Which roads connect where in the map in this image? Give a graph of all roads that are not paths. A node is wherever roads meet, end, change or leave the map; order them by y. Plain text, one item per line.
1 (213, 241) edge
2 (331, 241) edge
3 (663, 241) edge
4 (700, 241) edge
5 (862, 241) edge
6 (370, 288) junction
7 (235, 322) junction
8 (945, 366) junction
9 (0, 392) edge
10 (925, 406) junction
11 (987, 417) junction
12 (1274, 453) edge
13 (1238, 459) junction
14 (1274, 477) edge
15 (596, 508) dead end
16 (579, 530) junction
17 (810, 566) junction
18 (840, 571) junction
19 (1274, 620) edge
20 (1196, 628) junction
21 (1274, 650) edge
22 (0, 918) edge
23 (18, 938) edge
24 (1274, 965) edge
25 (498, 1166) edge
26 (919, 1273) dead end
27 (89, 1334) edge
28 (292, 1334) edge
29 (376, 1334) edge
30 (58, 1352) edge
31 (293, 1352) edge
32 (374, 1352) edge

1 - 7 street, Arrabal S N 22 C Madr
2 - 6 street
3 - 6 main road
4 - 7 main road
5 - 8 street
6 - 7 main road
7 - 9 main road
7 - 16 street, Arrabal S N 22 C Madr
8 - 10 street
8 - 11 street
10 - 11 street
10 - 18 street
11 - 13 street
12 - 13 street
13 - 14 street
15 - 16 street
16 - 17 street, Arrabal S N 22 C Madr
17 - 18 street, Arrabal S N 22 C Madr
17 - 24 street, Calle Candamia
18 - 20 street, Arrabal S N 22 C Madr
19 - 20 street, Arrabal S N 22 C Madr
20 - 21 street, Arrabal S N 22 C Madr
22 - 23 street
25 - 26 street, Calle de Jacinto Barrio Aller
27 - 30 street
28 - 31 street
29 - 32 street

ASSIGNMENT »
All of the data above must be repeated exactly.

WRITTEN RESPONSE »
Which roads connect where in the map in this image? Give a graph of all roads that are not paths. A node is wherever roads meet, end, change or leave the map; order them by y. Plain text, one item per line.
1 (213, 241) edge
2 (331, 241) edge
3 (663, 241) edge
4 (700, 241) edge
5 (862, 241) edge
6 (370, 288) junction
7 (235, 322) junction
8 (945, 366) junction
9 (0, 392) edge
10 (925, 406) junction
11 (987, 417) junction
12 (1274, 453) edge
13 (1238, 459) junction
14 (1274, 477) edge
15 (596, 508) dead end
16 (579, 530) junction
17 (810, 566) junction
18 (840, 571) junction
19 (1274, 620) edge
20 (1196, 628) junction
21 (1274, 650) edge
22 (0, 918) edge
23 (18, 938) edge
24 (1274, 965) edge
25 (498, 1166) edge
26 (919, 1273) dead end
27 (89, 1334) edge
28 (292, 1334) edge
29 (376, 1334) edge
30 (58, 1352) edge
31 (293, 1352) edge
32 (374, 1352) edge

1 - 7 street, Arrabal S N 22 C Madr
2 - 6 street
3 - 6 main road
4 - 7 main road
5 - 8 street
6 - 7 main road
7 - 9 main road
7 - 16 street, Arrabal S N 22 C Madr
8 - 10 street
8 - 11 street
10 - 11 street
10 - 18 street
11 - 13 street
12 - 13 street
13 - 14 street
15 - 16 street
16 - 17 street, Arrabal S N 22 C Madr
17 - 18 street, Arrabal S N 22 C Madr
17 - 24 street, Calle Candamia
18 - 20 street, Arrabal S N 22 C Madr
19 - 20 street, Arrabal S N 22 C Madr
20 - 21 street, Arrabal S N 22 C Madr
22 - 23 street
25 - 26 street, Calle de Jacinto Barrio Aller
27 - 30 street
28 - 31 street
29 - 32 street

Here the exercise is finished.